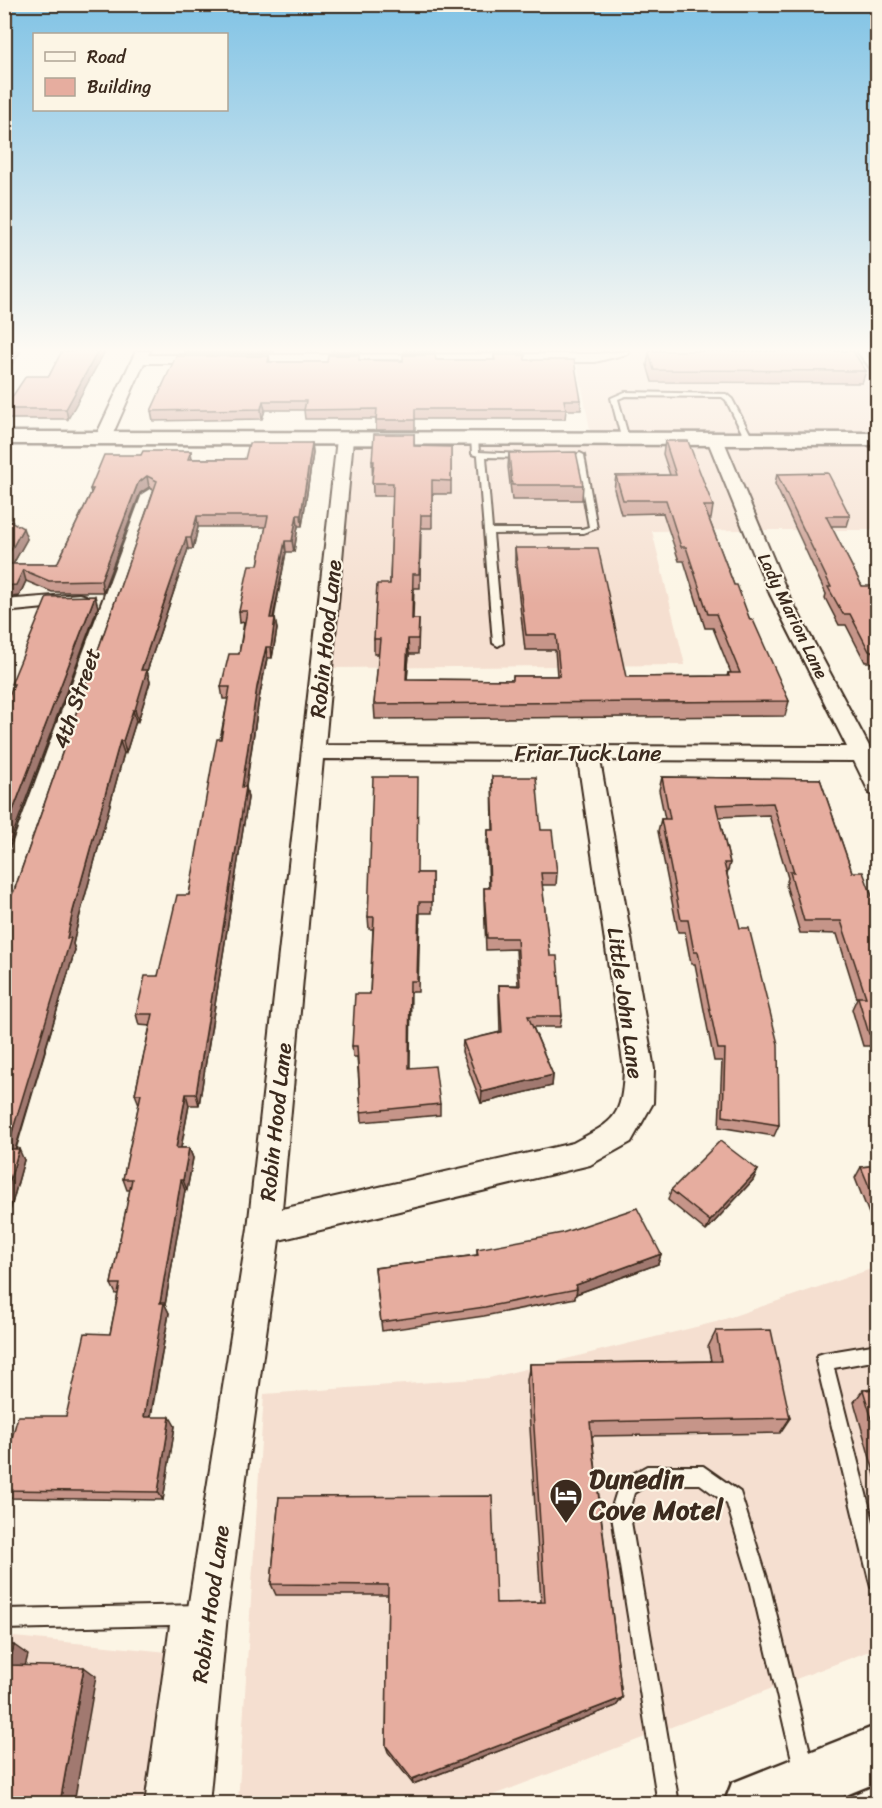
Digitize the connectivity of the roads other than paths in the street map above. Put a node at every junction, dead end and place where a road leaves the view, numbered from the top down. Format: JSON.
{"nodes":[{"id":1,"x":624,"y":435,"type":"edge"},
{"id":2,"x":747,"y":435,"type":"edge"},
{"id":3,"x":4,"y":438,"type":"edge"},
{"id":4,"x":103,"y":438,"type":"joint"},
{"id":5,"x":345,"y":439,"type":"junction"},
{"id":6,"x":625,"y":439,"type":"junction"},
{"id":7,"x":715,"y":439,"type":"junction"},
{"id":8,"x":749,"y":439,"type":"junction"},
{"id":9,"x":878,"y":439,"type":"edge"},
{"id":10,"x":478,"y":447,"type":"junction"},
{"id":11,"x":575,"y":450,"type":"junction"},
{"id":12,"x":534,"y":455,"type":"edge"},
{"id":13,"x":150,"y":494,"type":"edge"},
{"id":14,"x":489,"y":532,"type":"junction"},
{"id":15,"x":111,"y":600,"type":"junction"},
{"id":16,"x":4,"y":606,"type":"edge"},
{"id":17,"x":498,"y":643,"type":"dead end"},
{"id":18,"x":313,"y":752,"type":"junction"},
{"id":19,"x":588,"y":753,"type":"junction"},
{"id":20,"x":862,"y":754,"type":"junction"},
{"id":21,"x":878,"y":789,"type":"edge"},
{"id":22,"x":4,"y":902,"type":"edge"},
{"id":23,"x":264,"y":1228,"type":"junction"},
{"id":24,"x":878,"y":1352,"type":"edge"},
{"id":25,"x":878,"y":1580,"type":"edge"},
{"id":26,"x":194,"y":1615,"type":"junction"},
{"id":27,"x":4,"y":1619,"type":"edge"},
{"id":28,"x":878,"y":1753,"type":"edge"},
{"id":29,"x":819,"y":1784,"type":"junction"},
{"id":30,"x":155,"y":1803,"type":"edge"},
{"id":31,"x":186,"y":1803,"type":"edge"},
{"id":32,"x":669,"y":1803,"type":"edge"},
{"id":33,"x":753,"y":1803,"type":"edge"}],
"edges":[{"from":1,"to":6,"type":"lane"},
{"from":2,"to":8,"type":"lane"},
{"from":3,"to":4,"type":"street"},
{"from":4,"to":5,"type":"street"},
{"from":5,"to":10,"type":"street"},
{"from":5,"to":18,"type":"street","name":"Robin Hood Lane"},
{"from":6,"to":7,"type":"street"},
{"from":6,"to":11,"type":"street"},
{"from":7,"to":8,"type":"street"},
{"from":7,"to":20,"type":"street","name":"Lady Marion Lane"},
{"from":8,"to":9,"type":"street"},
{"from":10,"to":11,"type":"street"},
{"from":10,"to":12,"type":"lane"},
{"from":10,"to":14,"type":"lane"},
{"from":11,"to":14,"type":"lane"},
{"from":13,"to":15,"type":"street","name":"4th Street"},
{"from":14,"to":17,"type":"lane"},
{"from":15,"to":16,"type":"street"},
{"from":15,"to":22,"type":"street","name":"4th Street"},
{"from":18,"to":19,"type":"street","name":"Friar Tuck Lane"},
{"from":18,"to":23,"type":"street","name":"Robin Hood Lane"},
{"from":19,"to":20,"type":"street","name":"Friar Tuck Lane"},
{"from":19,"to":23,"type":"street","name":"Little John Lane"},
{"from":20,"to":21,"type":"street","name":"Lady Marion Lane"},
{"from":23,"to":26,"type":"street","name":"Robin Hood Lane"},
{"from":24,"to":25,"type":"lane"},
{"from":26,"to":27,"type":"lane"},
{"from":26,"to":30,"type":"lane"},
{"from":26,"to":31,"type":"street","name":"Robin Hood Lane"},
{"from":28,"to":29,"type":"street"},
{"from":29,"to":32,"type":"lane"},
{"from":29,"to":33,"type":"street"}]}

##############################

■ Aim of the task: Only the pictures are to be left out, and all of the data must otherwise be transcribed exactly.

■ Answer section:
Digitize the connectivity of the roads other than paths in the street map above. Put a node at every junction, dead end and place where a road leaves the view, numbered from the top down. Format: JSON.
{"nodes":[{"id":1,"x":624,"y":435,"type":"edge"},
{"id":2,"x":747,"y":435,"type":"edge"},
{"id":3,"x":4,"y":438,"type":"edge"},
{"id":4,"x":103,"y":438,"type":"joint"},
{"id":5,"x":345,"y":439,"type":"junction"},
{"id":6,"x":625,"y":439,"type":"junction"},
{"id":7,"x":715,"y":439,"type":"junction"},
{"id":8,"x":749,"y":439,"type":"junction"},
{"id":9,"x":878,"y":439,"type":"edge"},
{"id":10,"x":478,"y":447,"type":"junction"},
{"id":11,"x":575,"y":450,"type":"junction"},
{"id":12,"x":534,"y":455,"type":"edge"},
{"id":13,"x":150,"y":494,"type":"edge"},
{"id":14,"x":489,"y":532,"type":"junction"},
{"id":15,"x":111,"y":600,"type":"junction"},
{"id":16,"x":4,"y":606,"type":"edge"},
{"id":17,"x":498,"y":643,"type":"dead end"},
{"id":18,"x":313,"y":752,"type":"junction"},
{"id":19,"x":588,"y":753,"type":"junction"},
{"id":20,"x":862,"y":754,"type":"junction"},
{"id":21,"x":878,"y":789,"type":"edge"},
{"id":22,"x":4,"y":902,"type":"edge"},
{"id":23,"x":264,"y":1228,"type":"junction"},
{"id":24,"x":878,"y":1352,"type":"edge"},
{"id":25,"x":878,"y":1580,"type":"edge"},
{"id":26,"x":194,"y":1615,"type":"junction"},
{"id":27,"x":4,"y":1619,"type":"edge"},
{"id":28,"x":878,"y":1753,"type":"edge"},
{"id":29,"x":819,"y":1784,"type":"junction"},
{"id":30,"x":155,"y":1803,"type":"edge"},
{"id":31,"x":186,"y":1803,"type":"edge"},
{"id":32,"x":669,"y":1803,"type":"edge"},
{"id":33,"x":753,"y":1803,"type":"edge"}],
"edges":[{"from":1,"to":6,"type":"lane"},
{"from":2,"to":8,"type":"lane"},
{"from":3,"to":4,"type":"street"},
{"from":4,"to":5,"type":"street"},
{"from":5,"to":10,"type":"street"},
{"from":5,"to":18,"type":"street","name":"Robin Hood Lane"},
{"from":6,"to":7,"type":"street"},
{"from":6,"to":11,"type":"street"},
{"from":7,"to":8,"type":"street"},
{"from":7,"to":20,"type":"street","name":"Lady Marion Lane"},
{"from":8,"to":9,"type":"street"},
{"from":10,"to":11,"type":"street"},
{"from":10,"to":12,"type":"lane"},
{"from":10,"to":14,"type":"lane"},
{"from":11,"to":14,"type":"lane"},
{"from":13,"to":15,"type":"street","name":"4th Street"},
{"from":14,"to":17,"type":"lane"},
{"from":15,"to":16,"type":"street"},
{"from":15,"to":22,"type":"street","name":"4th Street"},
{"from":18,"to":19,"type":"street","name":"Friar Tuck Lane"},
{"from":18,"to":23,"type":"street","name":"Robin Hood Lane"},
{"from":19,"to":20,"type":"street","name":"Friar Tuck Lane"},
{"from":19,"to":23,"type":"street","name":"Little John Lane"},
{"from":20,"to":21,"type":"street","name":"Lady Marion Lane"},
{"from":23,"to":26,"type":"street","name":"Robin Hood Lane"},
{"from":24,"to":25,"type":"lane"},
{"from":26,"to":27,"type":"lane"},
{"from":26,"to":30,"type":"lane"},
{"from":26,"to":31,"type":"street","name":"Robin Hood Lane"},
{"from":28,"to":29,"type":"street"},
{"from":29,"to":32,"type":"lane"},
{"from":29,"to":33,"type":"street"}]}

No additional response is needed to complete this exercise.